◆ EXERCISE
Transcribe the records below exactly as they appear, omitting any pictures.

** RECORDS TO PROCESS follows **

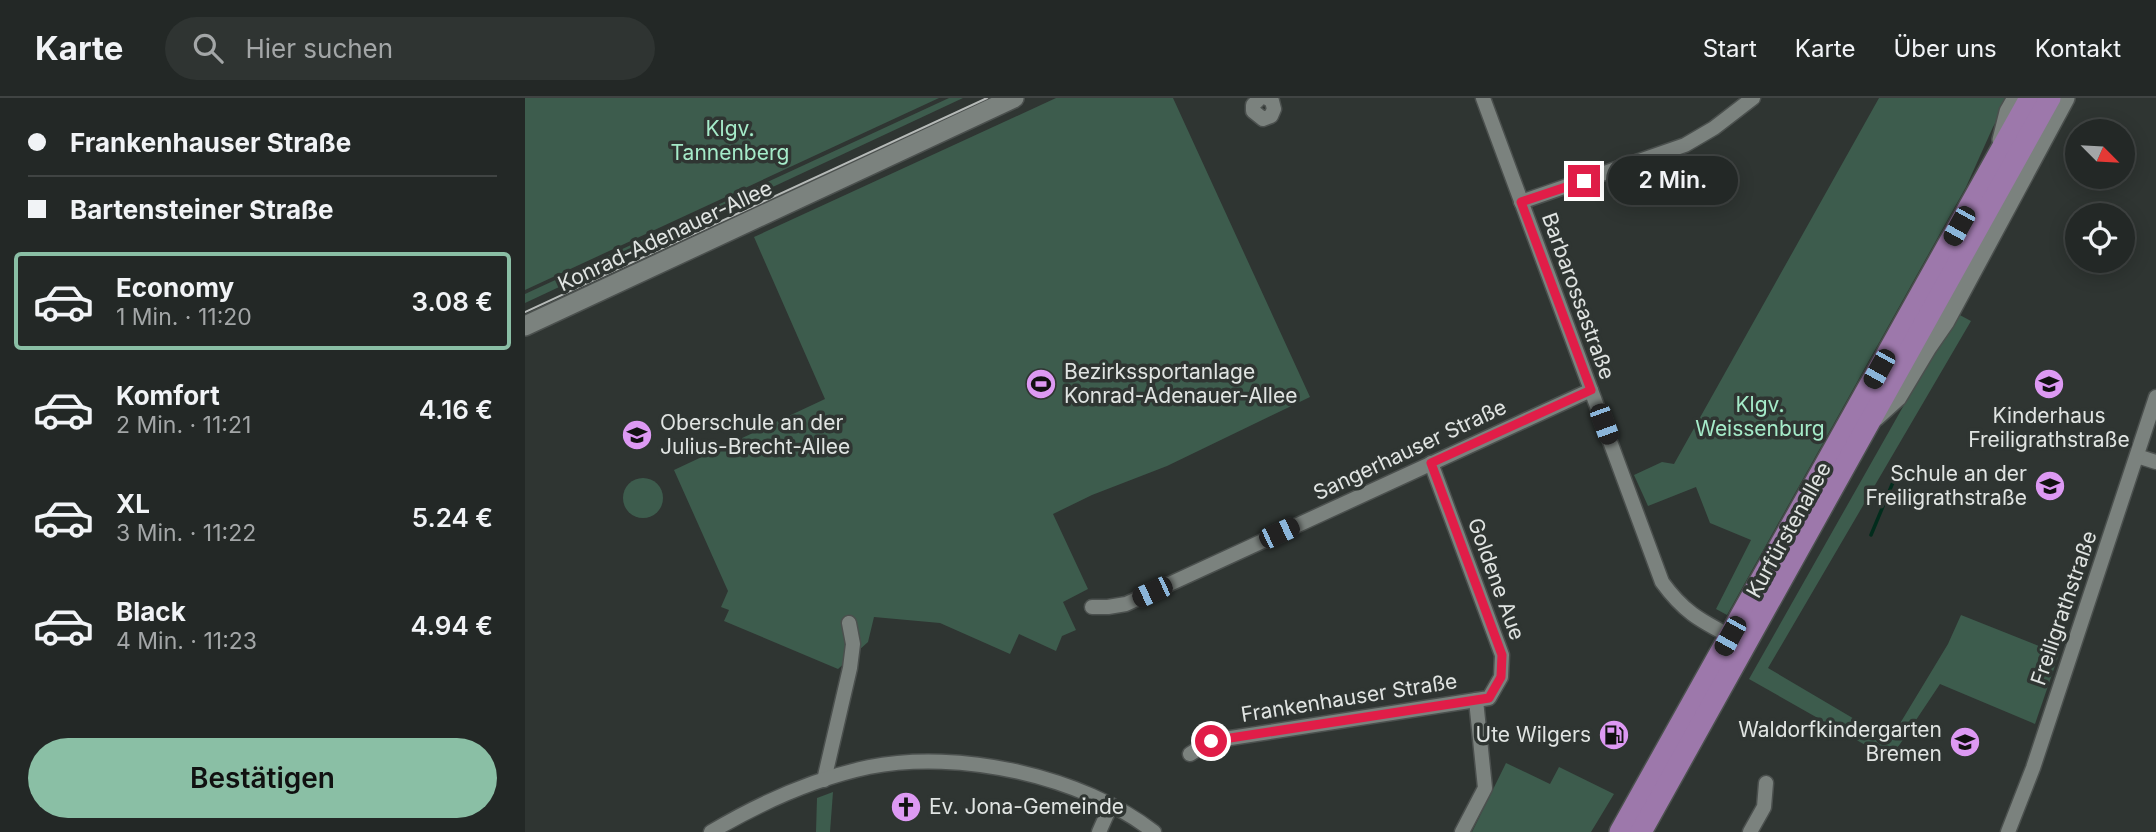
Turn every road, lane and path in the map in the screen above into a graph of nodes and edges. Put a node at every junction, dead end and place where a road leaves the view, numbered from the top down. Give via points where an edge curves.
1 (1014, 98) edge
2 (1483, 98) edge
3 (1753, 98) edge
4 (2017, 98) edge
5 (2030, 98) edge
6 (2050, 98) edge
7 (2065, 98) edge
8 (1999, 155) junction
9 (1521, 202) junction
10 (525, 327) edge
11 (1591, 390) junction
12 (2156, 397) edge
13 (1871, 421) junction
14 (2137, 456) junction
15 (2156, 462) edge
16 (1431, 463) junction
17 (1092, 607) dead end
18 (849, 624) dead end
19 (1730, 636) junction
20 (1476, 700) junction
21 (1190, 754) dead end
22 (824, 780) junction
23 (1766, 783) dead end
24 (1111, 805) junction
25 (711, 832) edge
26 (1099, 832) edge
27 (1154, 832) edge
28 (1462, 832) edge
29 (1620, 832) edge
30 (1641, 832) edge
31 (1750, 832) edge
32 (2008, 832) edge

1 - 10 main road, Konrad-Adenauer-Allee
2 - 9 street, Barbarossastraße
3 - 9 street via 1685,145
4 - 8 main road, Kurfürstenallee
5 - 8 main road, Kurfürstenallee
6 - 13 main road, Kurfürstenallee
7 - 13 main road, Kurfürstenallee via 1945,321 1897,397
8 - 19 main road, Kurfürstenallee
9 - 11 street, Barbarossastraße
11 - 16 street, Sangerhauser Straße
11 - 19 street, Barbarossastraße via 1662,582 1678,604
12 - 14 street, Freiligrathstraße
13 - 30 main road, Kurfürstenallee
14 - 15 street
14 - 32 street, Freiligrathstraße
16 - 17 street, Sangerhauser Straße via 1126,604
16 - 20 street, Goldene Aue via 1502,655 1501,677 1489,698
18 - 22 street via 853,644 850,668
19 - 29 main road, Kurfürstenallee
20 - 21 street, Frankenhauser Straße via 1211,741
20 - 28 street via 1485,788
22 - 24 street via 872,767 968,764 1028,773
22 - 25 street via 772,800
23 - 31 street via 1764,807
24 - 26 street
24 - 27 street

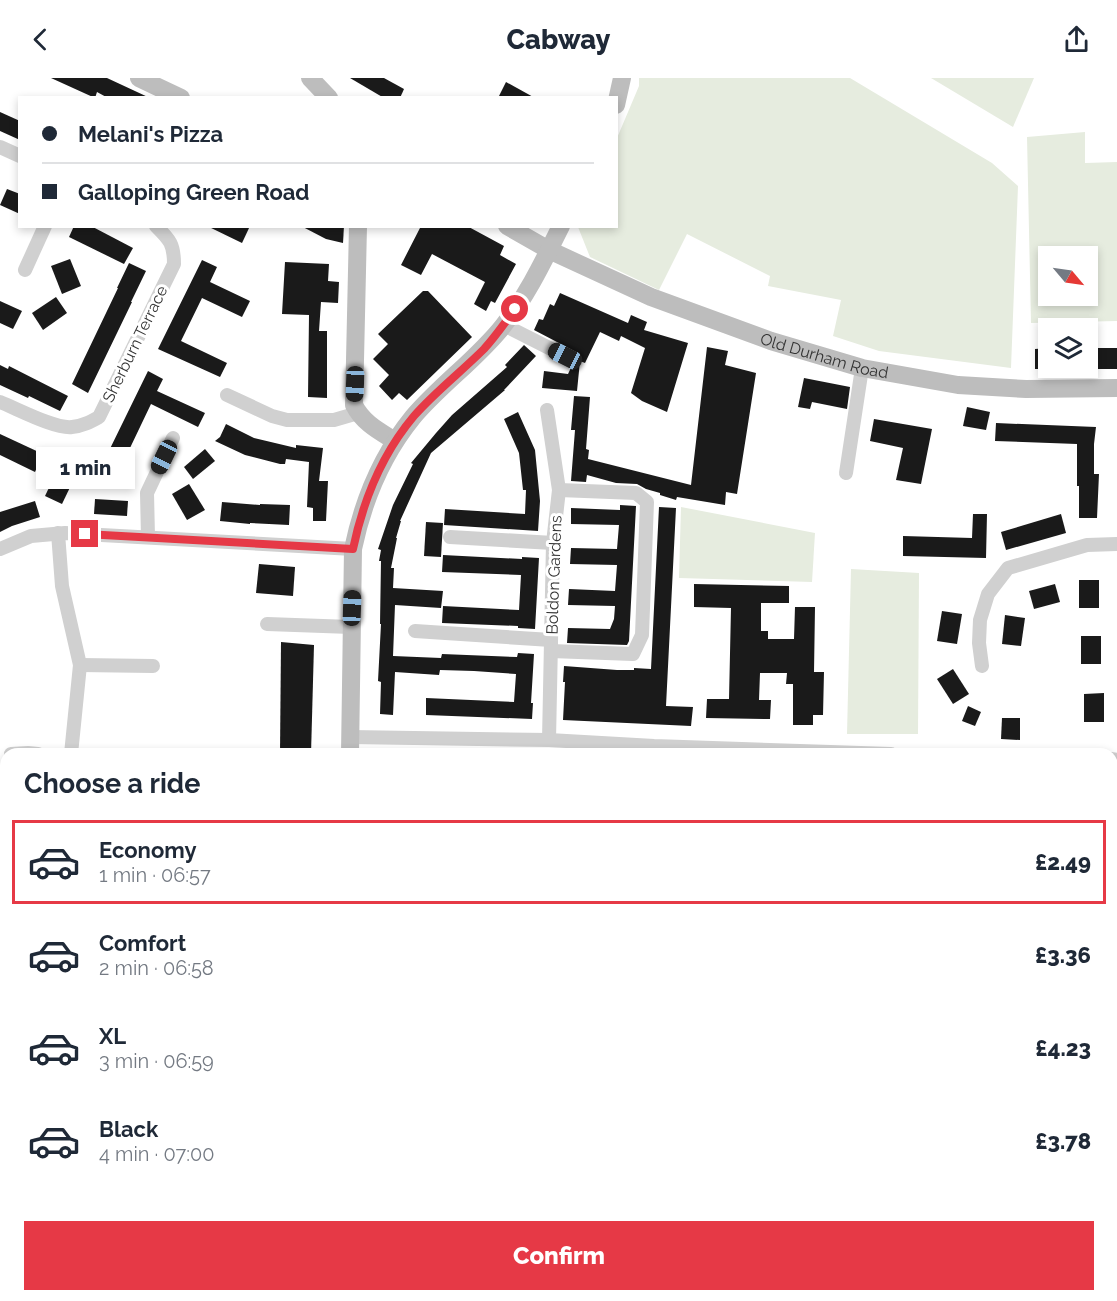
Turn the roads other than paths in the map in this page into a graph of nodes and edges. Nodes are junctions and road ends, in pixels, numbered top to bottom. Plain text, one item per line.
1 (139, 78) edge
2 (622, 78) edge
3 (177, 96) edge
4 (618, 96) edge
5 (0, 147) edge
6 (18, 155) edge
7 (44, 228) edge
8 (158, 228) edge
9 (358, 228) edge
10 (510, 228) edge
11 (560, 228) edge
12 (549, 250) junction
13 (25, 270) dead end
14 (504, 325) junction
15 (565, 356) dead end
16 (862, 368) junction
17 (1117, 387) edge
18 (227, 395) dead end
19 (0, 402) edge
20 (547, 410) dead end
21 (358, 412) junction
22 (173, 438) dead end
23 (395, 441) junction
24 (846, 472) dead end
25 (559, 490) junction
26 (58, 533) junction
27 (148, 537) junction
28 (450, 537) dead end
29 (553, 543) junction
30 (1117, 544) edge
31 (0, 549) edge
32 (353, 549) junction
33 (267, 624) dead end
34 (351, 627) junction
35 (415, 631) dead end
36 (551, 645) junction
37 (80, 665) junction
38 (153, 666) dead end
39 (982, 666) dead end
40 (549, 740) junction
41 (350, 746) edge
42 (72, 748) edge
43 (633, 748) edge

1 - 3 main road
2 - 4 main road
5 - 6 street
7 - 13 street
8 - 19 street, Sherburn Terrace
9 - 21 main road
10 - 12 main road, Old Durham Road
11 - 12 main road
12 - 14 main road
12 - 16 main road, Old Durham Road
14 - 15 street
14 - 23 main road
16 - 17 main road, Old Durham Road
16 - 24 street
18 - 21 street
20 - 25 street, Boldon Gardens
21 - 23 main road
22 - 27 street
23 - 32 main road
25 - 29 street, Boldon Gardens
25 - 36 street
26 - 27 street
26 - 31 street
26 - 37 street
27 - 32 street
28 - 29 street
29 - 36 street, Boldon Gardens
30 - 39 street
32 - 34 main road
33 - 34 street
34 - 41 main road
35 - 36 street
36 - 40 street, Boldon Gardens
37 - 38 street
37 - 42 street
40 - 41 street
40 - 43 street

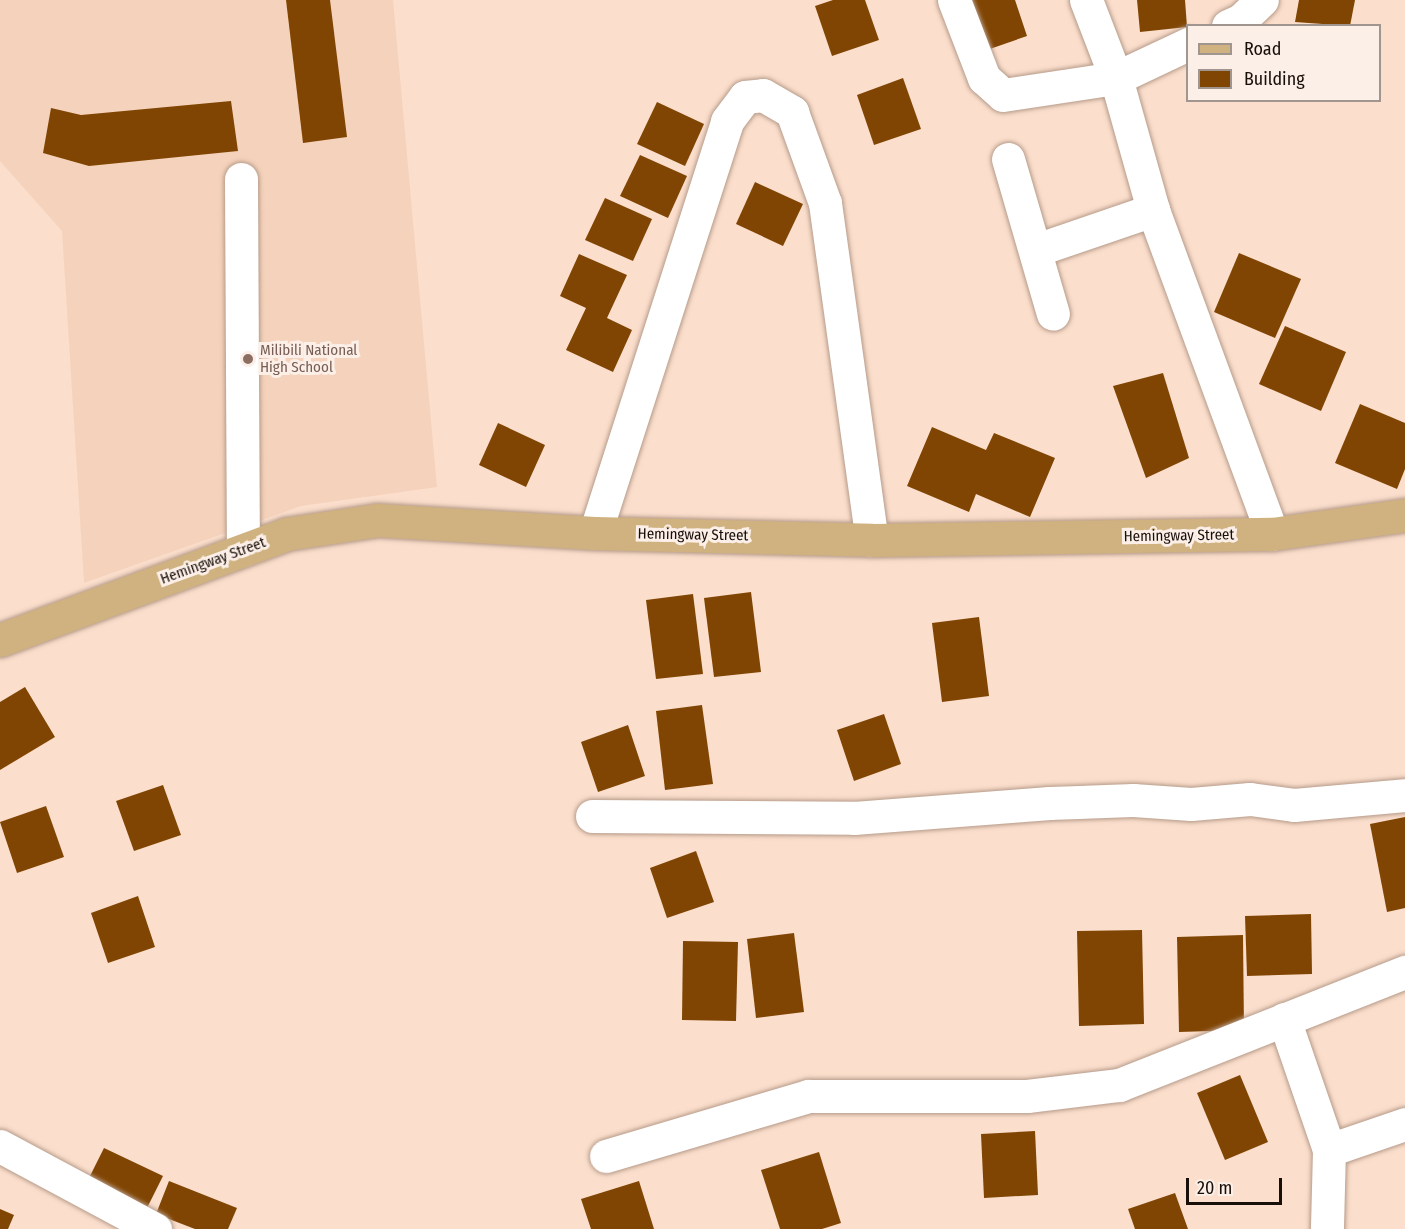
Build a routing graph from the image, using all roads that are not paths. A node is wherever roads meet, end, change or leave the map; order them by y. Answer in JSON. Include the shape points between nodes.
{"nodes":[{"id":1,"x":954,"y":0,"type":"edge"},
{"id":2,"x":1086,"y":0,"type":"edge"},
{"id":3,"x":1262,"y":0,"type":"edge"},
{"id":4,"x":1232,"y":24,"type":"edge"},
{"id":5,"x":1186,"y":46,"type":"edge"},
{"id":6,"x":1116,"y":78,"type":"junction"},
{"id":7,"x":1008,"y":159,"type":"dead end"},
{"id":8,"x":241,"y":179,"type":"dead end"},
{"id":9,"x":1153,"y":210,"type":"junction"},
{"id":10,"x":1036,"y":250,"type":"junction"},
{"id":11,"x":1053,"y":314,"type":"dead end"},
{"id":12,"x":1405,"y":515,"type":"edge"},
{"id":13,"x":595,"y":533,"type":"junction"},
{"id":14,"x":1272,"y":534,"type":"junction"},
{"id":15,"x":872,"y":540,"type":"junction"},
{"id":16,"x":243,"y":550,"type":"junction"},
{"id":17,"x":0,"y":640,"type":"edge"},
{"id":18,"x":1405,"y":795,"type":"edge"},
{"id":19,"x":592,"y":816,"type":"dead end"},
{"id":20,"x":1405,"y":972,"type":"edge"},
{"id":21,"x":1284,"y":1019,"type":"junction"},
{"id":22,"x":1405,"y":1124,"type":"edge"},
{"id":23,"x":0,"y":1146,"type":"edge"},
{"id":24,"x":1329,"y":1150,"type":"junction"},
{"id":25,"x":606,"y":1156,"type":"dead end"},
{"id":26,"x":155,"y":1229,"type":"edge"},
{"id":27,"x":1328,"y":1229,"type":"edge"}],
"edges":[{"from":1,"to":6,"type":"street","via":[[984,78],[1003,95]]},
{"from":2,"to":6,"type":"street"},
{"from":3,"to":4,"type":"street"},
{"from":5,"to":6,"type":"street"},
{"from":6,"to":9,"type":"street"},
{"from":7,"to":10,"type":"street"},
{"from":8,"to":16,"type":"street"},
{"from":9,"to":10,"type":"street"},
{"from":9,"to":14,"type":"street"},
{"from":10,"to":11,"type":"street"},
{"from":12,"to":14,"type":"main road","name":"Hemingway Street"},
{"from":13,"to":15,"type":"main road","name":"Hemingway Street"},
{"from":13,"to":15,"type":"street","via":[[727,121],[745,97],[764,95],[792,112],[825,203]]},
{"from":13,"to":16,"type":"main road","name":"Hemingway Street","via":[[377,520],[286,534]]},
{"from":14,"to":15,"type":"main road","name":"Hemingway Street"},
{"from":16,"to":17,"type":"main road","name":"Hemingway Street"},
{"from":18,"to":19,"type":"street","via":[[1294,805],[1250,799],[1191,804],[1133,800],[1049,803],[854,818]]},
{"from":20,"to":21,"type":"street"},
{"from":21,"to":24,"type":"street"},
{"from":21,"to":25,"type":"street","via":[[1119,1085],[1027,1096],[808,1095]]},
{"from":22,"to":24,"type":"street"},
{"from":23,"to":26,"type":"street"},
{"from":24,"to":27,"type":"street"}]}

** End of RECORDS TO PROCESS **

◆ FINISHED TASK
Turn every road, lane and path in the map in the screen above into a graph of nodes and edges. Put a node at every junction, dead end and place where a road leaves the view, numbered from the top down. Give via points where an edge curves.
1 (1014, 98) edge
2 (1483, 98) edge
3 (1753, 98) edge
4 (2017, 98) edge
5 (2030, 98) edge
6 (2050, 98) edge
7 (2065, 98) edge
8 (1999, 155) junction
9 (1521, 202) junction
10 (525, 327) edge
11 (1591, 390) junction
12 (2156, 397) edge
13 (1871, 421) junction
14 (2137, 456) junction
15 (2156, 462) edge
16 (1431, 463) junction
17 (1092, 607) dead end
18 (849, 624) dead end
19 (1730, 636) junction
20 (1476, 700) junction
21 (1190, 754) dead end
22 (824, 780) junction
23 (1766, 783) dead end
24 (1111, 805) junction
25 (711, 832) edge
26 (1099, 832) edge
27 (1154, 832) edge
28 (1462, 832) edge
29 (1620, 832) edge
30 (1641, 832) edge
31 (1750, 832) edge
32 (2008, 832) edge

1 - 10 main road, Konrad-Adenauer-Allee
2 - 9 street, Barbarossastraße
3 - 9 street via 1685,145
4 - 8 main road, Kurfürstenallee
5 - 8 main road, Kurfürstenallee
6 - 13 main road, Kurfürstenallee
7 - 13 main road, Kurfürstenallee via 1945,321 1897,397
8 - 19 main road, Kurfürstenallee
9 - 11 street, Barbarossastraße
11 - 16 street, Sangerhauser Straße
11 - 19 street, Barbarossastraße via 1662,582 1678,604
12 - 14 street, Freiligrathstraße
13 - 30 main road, Kurfürstenallee
14 - 15 street
14 - 32 street, Freiligrathstraße
16 - 17 street, Sangerhauser Straße via 1126,604
16 - 20 street, Goldene Aue via 1502,655 1501,677 1489,698
18 - 22 street via 853,644 850,668
19 - 29 main road, Kurfürstenallee
20 - 21 street, Frankenhauser Straße via 1211,741
20 - 28 street via 1485,788
22 - 24 street via 872,767 968,764 1028,773
22 - 25 street via 772,800
23 - 31 street via 1764,807
24 - 26 street
24 - 27 street

Turn the roads other than paths in the map in this page into a graph of nodes and edges. Nodes are junctions and road ends, in pixels, numbered top to bottom. Plain text, one item per line.
1 (139, 78) edge
2 (622, 78) edge
3 (177, 96) edge
4 (618, 96) edge
5 (0, 147) edge
6 (18, 155) edge
7 (44, 228) edge
8 (158, 228) edge
9 (358, 228) edge
10 (510, 228) edge
11 (560, 228) edge
12 (549, 250) junction
13 (25, 270) dead end
14 (504, 325) junction
15 (565, 356) dead end
16 (862, 368) junction
17 (1117, 387) edge
18 (227, 395) dead end
19 (0, 402) edge
20 (547, 410) dead end
21 (358, 412) junction
22 (173, 438) dead end
23 (395, 441) junction
24 (846, 472) dead end
25 (559, 490) junction
26 (58, 533) junction
27 (148, 537) junction
28 (450, 537) dead end
29 (553, 543) junction
30 (1117, 544) edge
31 (0, 549) edge
32 (353, 549) junction
33 (267, 624) dead end
34 (351, 627) junction
35 (415, 631) dead end
36 (551, 645) junction
37 (80, 665) junction
38 (153, 666) dead end
39 (982, 666) dead end
40 (549, 740) junction
41 (350, 746) edge
42 (72, 748) edge
43 (633, 748) edge

1 - 3 main road
2 - 4 main road
5 - 6 street
7 - 13 street
8 - 19 street, Sherburn Terrace
9 - 21 main road
10 - 12 main road, Old Durham Road
11 - 12 main road
12 - 14 main road
12 - 16 main road, Old Durham Road
14 - 15 street
14 - 23 main road
16 - 17 main road, Old Durham Road
16 - 24 street
18 - 21 street
20 - 25 street, Boldon Gardens
21 - 23 main road
22 - 27 street
23 - 32 main road
25 - 29 street, Boldon Gardens
25 - 36 street
26 - 27 street
26 - 31 street
26 - 37 street
27 - 32 street
28 - 29 street
29 - 36 street, Boldon Gardens
30 - 39 street
32 - 34 main road
33 - 34 street
34 - 41 main road
35 - 36 street
36 - 40 street, Boldon Gardens
37 - 38 street
37 - 42 street
40 - 41 street
40 - 43 street

Build a routing graph from the image, using all roads that are not paths. A node is wherever roads meet, end, change or leave the map; order them by y. Answer in JSON. Include the shape points between nodes.
{"nodes":[{"id":1,"x":954,"y":0,"type":"edge"},
{"id":2,"x":1086,"y":0,"type":"edge"},
{"id":3,"x":1262,"y":0,"type":"edge"},
{"id":4,"x":1232,"y":24,"type":"edge"},
{"id":5,"x":1186,"y":46,"type":"edge"},
{"id":6,"x":1116,"y":78,"type":"junction"},
{"id":7,"x":1008,"y":159,"type":"dead end"},
{"id":8,"x":241,"y":179,"type":"dead end"},
{"id":9,"x":1153,"y":210,"type":"junction"},
{"id":10,"x":1036,"y":250,"type":"junction"},
{"id":11,"x":1053,"y":314,"type":"dead end"},
{"id":12,"x":1405,"y":515,"type":"edge"},
{"id":13,"x":595,"y":533,"type":"junction"},
{"id":14,"x":1272,"y":534,"type":"junction"},
{"id":15,"x":872,"y":540,"type":"junction"},
{"id":16,"x":243,"y":550,"type":"junction"},
{"id":17,"x":0,"y":640,"type":"edge"},
{"id":18,"x":1405,"y":795,"type":"edge"},
{"id":19,"x":592,"y":816,"type":"dead end"},
{"id":20,"x":1405,"y":972,"type":"edge"},
{"id":21,"x":1284,"y":1019,"type":"junction"},
{"id":22,"x":1405,"y":1124,"type":"edge"},
{"id":23,"x":0,"y":1146,"type":"edge"},
{"id":24,"x":1329,"y":1150,"type":"junction"},
{"id":25,"x":606,"y":1156,"type":"dead end"},
{"id":26,"x":155,"y":1229,"type":"edge"},
{"id":27,"x":1328,"y":1229,"type":"edge"}],
"edges":[{"from":1,"to":6,"type":"street","via":[[984,78],[1003,95]]},
{"from":2,"to":6,"type":"street"},
{"from":3,"to":4,"type":"street"},
{"from":5,"to":6,"type":"street"},
{"from":6,"to":9,"type":"street"},
{"from":7,"to":10,"type":"street"},
{"from":8,"to":16,"type":"street"},
{"from":9,"to":10,"type":"street"},
{"from":9,"to":14,"type":"street"},
{"from":10,"to":11,"type":"street"},
{"from":12,"to":14,"type":"main road","name":"Hemingway Street"},
{"from":13,"to":15,"type":"main road","name":"Hemingway Street"},
{"from":13,"to":15,"type":"street","via":[[727,121],[745,97],[764,95],[792,112],[825,203]]},
{"from":13,"to":16,"type":"main road","name":"Hemingway Street","via":[[377,520],[286,534]]},
{"from":14,"to":15,"type":"main road","name":"Hemingway Street"},
{"from":16,"to":17,"type":"main road","name":"Hemingway Street"},
{"from":18,"to":19,"type":"street","via":[[1294,805],[1250,799],[1191,804],[1133,800],[1049,803],[854,818]]},
{"from":20,"to":21,"type":"street"},
{"from":21,"to":24,"type":"street"},
{"from":21,"to":25,"type":"street","via":[[1119,1085],[1027,1096],[808,1095]]},
{"from":22,"to":24,"type":"street"},
{"from":23,"to":26,"type":"street"},
{"from":24,"to":27,"type":"street"}]}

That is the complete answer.